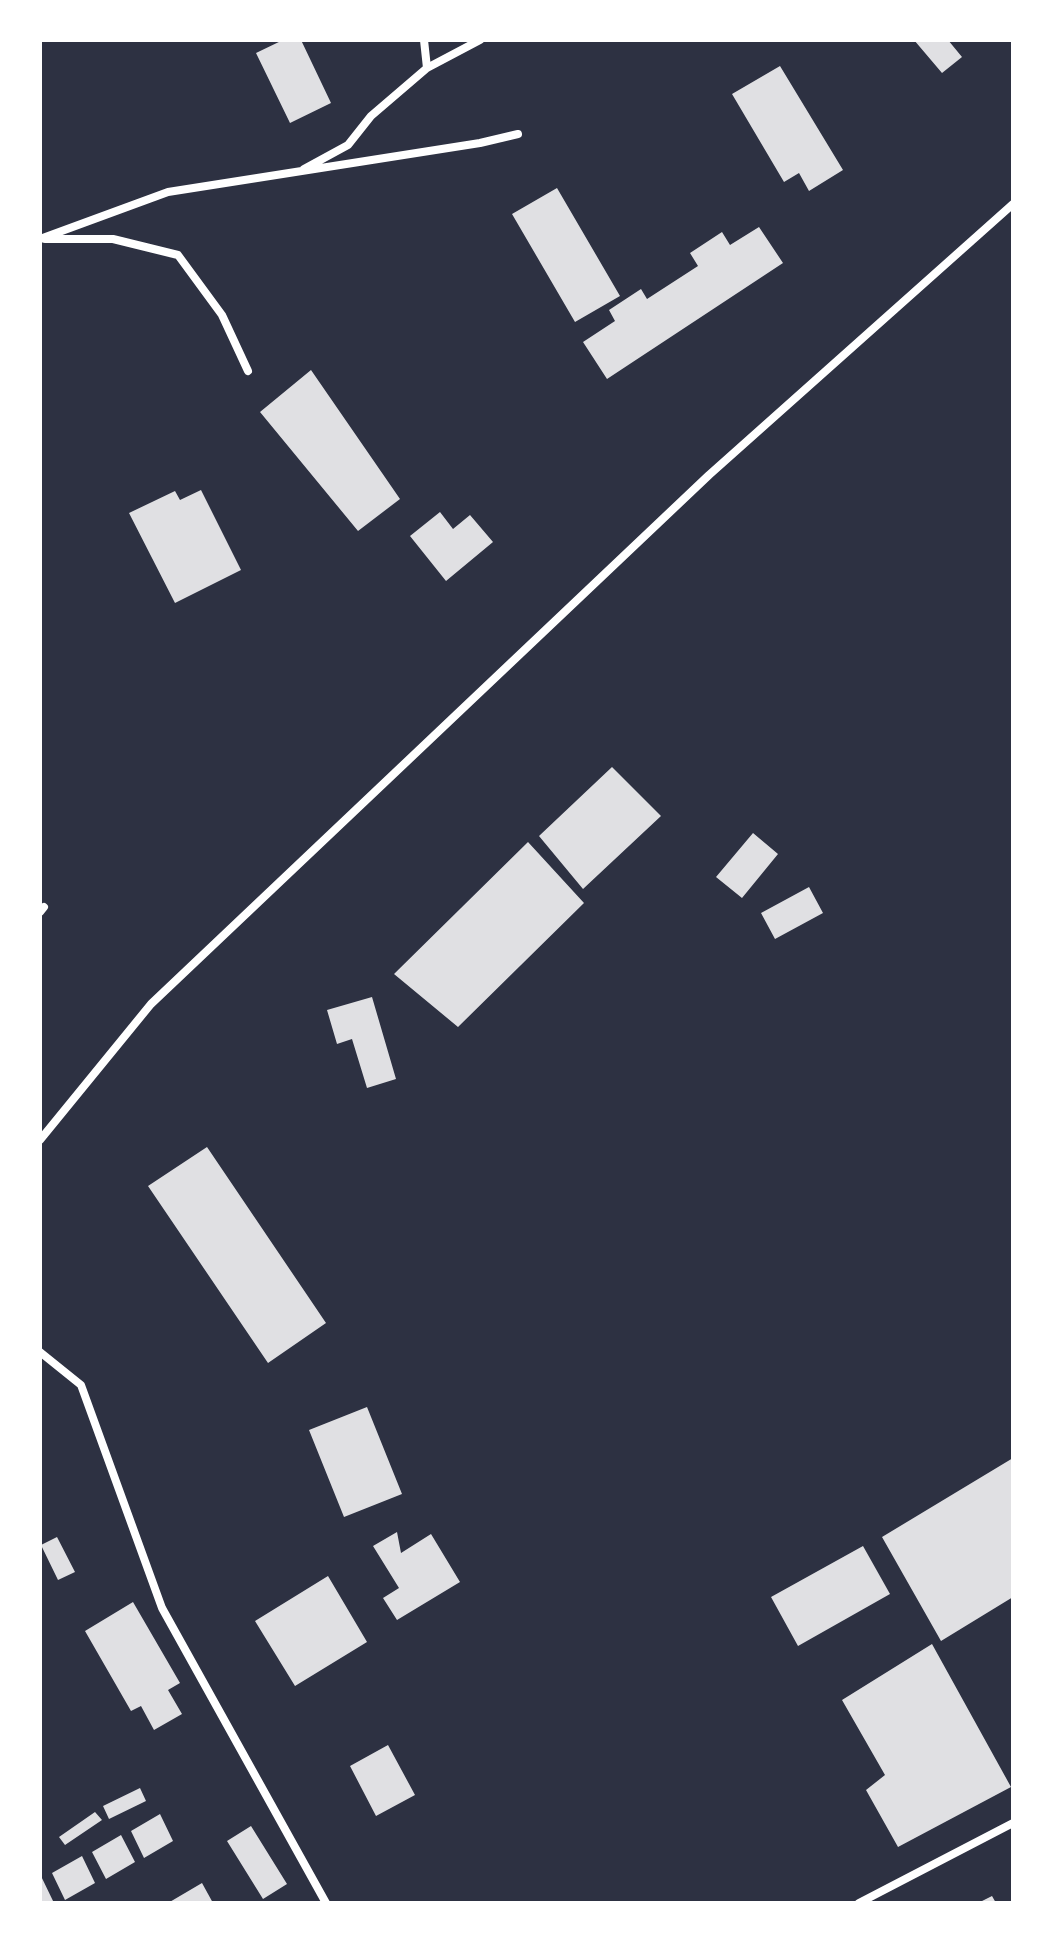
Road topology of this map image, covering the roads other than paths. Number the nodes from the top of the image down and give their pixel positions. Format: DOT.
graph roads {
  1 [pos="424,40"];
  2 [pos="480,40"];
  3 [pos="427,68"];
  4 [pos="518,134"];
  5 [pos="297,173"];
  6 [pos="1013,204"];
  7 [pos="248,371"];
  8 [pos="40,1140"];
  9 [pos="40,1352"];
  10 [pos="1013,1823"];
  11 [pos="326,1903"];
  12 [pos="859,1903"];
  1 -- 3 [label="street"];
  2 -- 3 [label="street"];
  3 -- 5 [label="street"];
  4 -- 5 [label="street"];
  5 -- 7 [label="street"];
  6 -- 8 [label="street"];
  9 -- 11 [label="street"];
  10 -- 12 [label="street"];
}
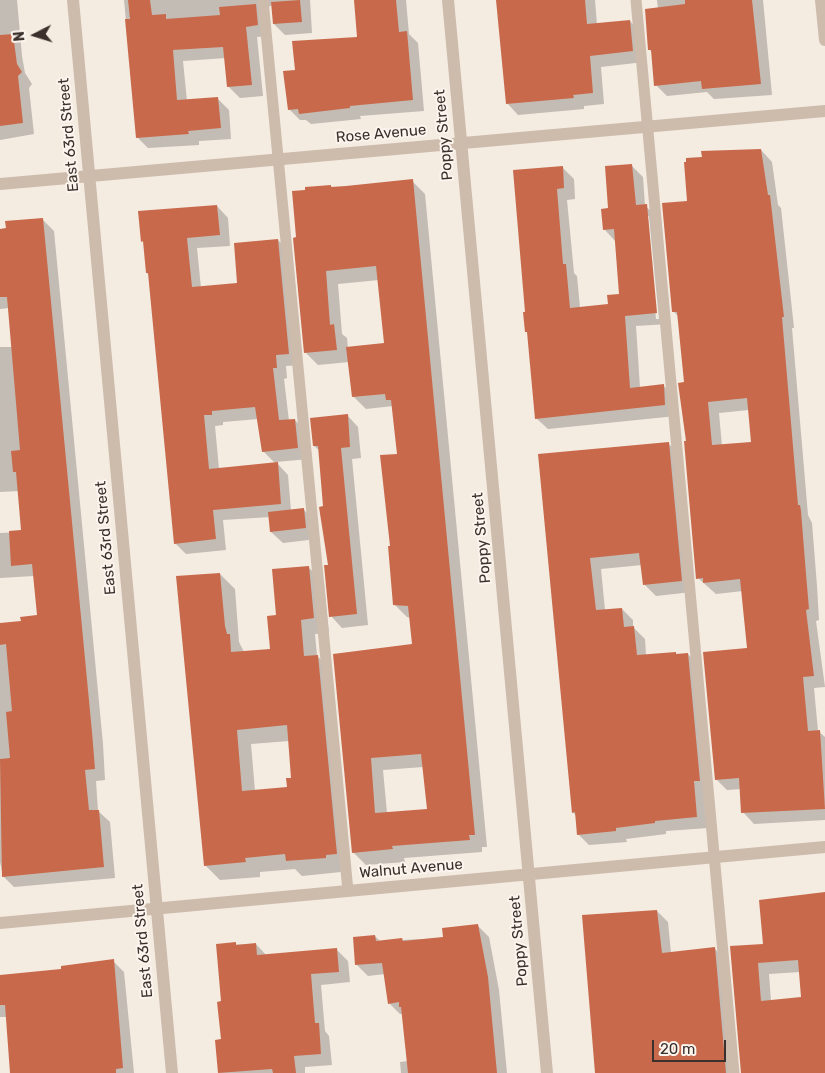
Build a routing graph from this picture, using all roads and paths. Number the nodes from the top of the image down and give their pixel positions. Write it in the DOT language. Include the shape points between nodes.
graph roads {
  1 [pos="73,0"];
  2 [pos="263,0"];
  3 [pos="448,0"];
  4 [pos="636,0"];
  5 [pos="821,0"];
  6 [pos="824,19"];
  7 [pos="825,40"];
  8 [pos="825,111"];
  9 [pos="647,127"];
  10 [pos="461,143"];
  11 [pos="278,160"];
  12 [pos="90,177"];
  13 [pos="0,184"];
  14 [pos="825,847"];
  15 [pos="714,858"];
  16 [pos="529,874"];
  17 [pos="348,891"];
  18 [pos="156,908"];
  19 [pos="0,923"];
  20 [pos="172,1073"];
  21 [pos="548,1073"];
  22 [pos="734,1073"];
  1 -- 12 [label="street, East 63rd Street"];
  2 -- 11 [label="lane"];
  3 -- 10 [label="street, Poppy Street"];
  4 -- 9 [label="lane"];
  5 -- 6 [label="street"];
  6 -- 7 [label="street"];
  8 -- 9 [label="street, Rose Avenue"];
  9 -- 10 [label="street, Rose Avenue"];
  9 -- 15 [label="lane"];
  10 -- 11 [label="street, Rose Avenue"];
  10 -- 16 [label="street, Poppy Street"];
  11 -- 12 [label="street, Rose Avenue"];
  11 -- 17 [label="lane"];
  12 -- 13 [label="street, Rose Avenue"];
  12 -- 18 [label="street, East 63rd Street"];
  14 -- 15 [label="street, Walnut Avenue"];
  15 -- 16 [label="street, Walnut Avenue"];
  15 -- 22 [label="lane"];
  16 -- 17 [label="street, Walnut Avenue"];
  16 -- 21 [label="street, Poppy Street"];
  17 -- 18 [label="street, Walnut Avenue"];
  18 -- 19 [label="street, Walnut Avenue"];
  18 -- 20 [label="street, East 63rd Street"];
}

Your assignment
Among the records above, find the lines that contain "positions" and copy every one.

Output of the exercise
Road topology of this map image, covering the roads other than paths. Number the nodes from the top of the image down and give their pixel positions. Format: DOT.
Build a routing graph from this picture, using all roads and paths. Number the nodes from the top of the image down and give their pixel positions. Write it in the DOT language. Include the shape points between nodes.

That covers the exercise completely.